▼

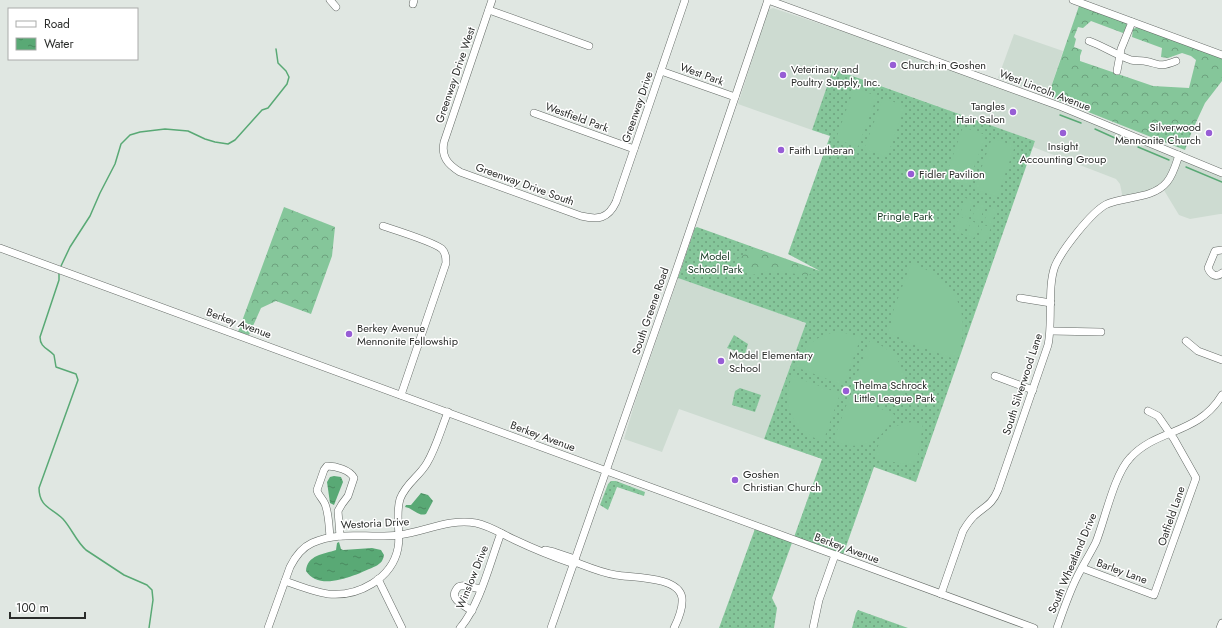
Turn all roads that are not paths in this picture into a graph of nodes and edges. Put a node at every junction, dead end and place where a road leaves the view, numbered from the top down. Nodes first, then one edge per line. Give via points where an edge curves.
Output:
1 (330, 0) edge
2 (492, 0) edge
3 (686, 0) edge
4 (768, 0) edge
5 (1073, 0) edge
6 (1085, 2) edge
7 (336, 7) dead end
8 (489, 10) junction
9 (1132, 22) junction
10 (1088, 41) dead end
11 (589, 46) dead end
12 (1222, 55) edge
13 (1120, 56) junction
14 (1176, 61) dead end
15 (661, 71) junction
16 (1117, 71) dead end
17 (735, 97) junction
18 (534, 113) dead end
19 (634, 149) junction
20 (1179, 155) junction
21 (444, 158) joint
22 (1222, 173) edge
23 (604, 216) joint
24 (383, 226) dead end
25 (0, 248) edge
26 (1222, 250) edge
27 (1222, 273) edge
28 (1020, 298) dead end
29 (1051, 303) junction
30 (1050, 331) junction
31 (1101, 332) dead end
32 (1186, 341) dead end
33 (1222, 360) edge
34 (995, 376) dead end
35 (1033, 390) junction
36 (401, 395) junction
37 (1222, 395) edge
38 (1148, 411) dead end
39 (448, 412) junction
40 (1170, 434) junction
41 (606, 471) junction
42 (501, 533) junction
43 (399, 535) junction
44 (340, 536) junction
45 (330, 537) junction
46 (835, 555) junction
47 (575, 562) junction
48 (1082, 568) junction
49 (378, 579) junction
50 (285, 581) junction
51 (481, 589) junction
52 (941, 594) junction
53 (1154, 595) joint
54 (472, 611) junction
55 (1222, 623) edge
56 (268, 628) edge
57 (402, 628) edge
58 (460, 628) edge
59 (551, 628) edge
60 (674, 628) edge
61 (812, 628) edge
62 (1034, 628) edge
63 (1057, 628) edge
64 (1220, 628) edge

1 - 7 street
2 - 8 street, Greenway Drive West
3 - 15 street, Greenway Drive
4 - 17 street, South Greene Road
4 - 20 street, West Lincoln Avenue via 1031,96
5 - 6 street
6 - 9 street
8 - 11 street
8 - 21 street, Greenway Drive West via 444,142
9 - 12 street
9 - 13 street
10 - 13 street
13 - 14 street via 1159,66
13 - 16 street
15 - 17 street, West Park
15 - 19 street, Greenway Drive
17 - 41 street, South Greene Road
18 - 19 street, Westfield Park
19 - 23 street, Greenway Drive via 613,207
20 - 22 street, West Lincoln Avenue
20 - 29 street, South Silverwood Lane via 1169,180 1158,190 1109,204 1090,217 1055,266
21 - 23 street, Greenway Drive South via 460,172 581,216
24 - 36 street via 437,246 445,253 446,258
25 - 36 street, Berkey Avenue
26 - 27 street via 1215,251 1208,268 1213,275
28 - 29 street
29 - 30 street, South Silverwood Lane
30 - 31 street
30 - 35 street, South Silverwood Lane
32 - 33 street via 1198,351
34 - 35 street
35 - 52 street, South Silverwood Lane via 996,495 990,505 976,514 963,531
36 - 39 street, Berkey Avenue
37 - 40 street, South Wheatland Drive via 1217,404 1203,417
38 - 40 street, Oatfield Lane via 1158,416
39 - 41 street, Berkey Avenue
39 - 43 street via 427,463 407,486 402,496 398,514
40 - 48 street, South Wheatland Drive via 1142,447 1126,464 1095,544
40 - 53 street, Oatfield Lane via 1196,478
41 - 46 street, Berkey Avenue
41 - 47 street, South Greene Road
42 - 43 street, Westoria Drive via 484,525 461,522
42 - 47 street, Westoria Drive via 553,556
42 - 51 street, Winslow Drive
43 - 44 street, Westoria Drive
43 - 49 street via 394,560
44 - 45 street, Westoria Drive
44 - 45 street via 338,511 348,496 354,478 348,472 327,466 317,490 326,509
45 - 50 street, Westoria Drive via 299,552
46 - 52 street, Berkey Avenue
46 - 61 street
47 - 59 street, South Greene Road
47 - 60 street, Westoria Drive via 614,575 647,578 671,585 681,594 682,605
48 - 53 street, Barley Lane
48 - 63 street, South Wheatland Drive via 1069,593
49 - 50 street via 364,588 338,594 317,592
49 - 57 street
50 - 56 street, Westoria Drive
51 - 54 street, Winslow Drive
51 - 54 street via 461,586 454,592 457,600
52 - 62 street, Berkey Avenue
54 - 58 street, Winslow Drive
55 - 64 street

▲

* _WORK ORDER_:
Each line of the listing that contains the word "Greene" must be counted. Give only the resulting figure.

* _YOUR RESPONSE_:
4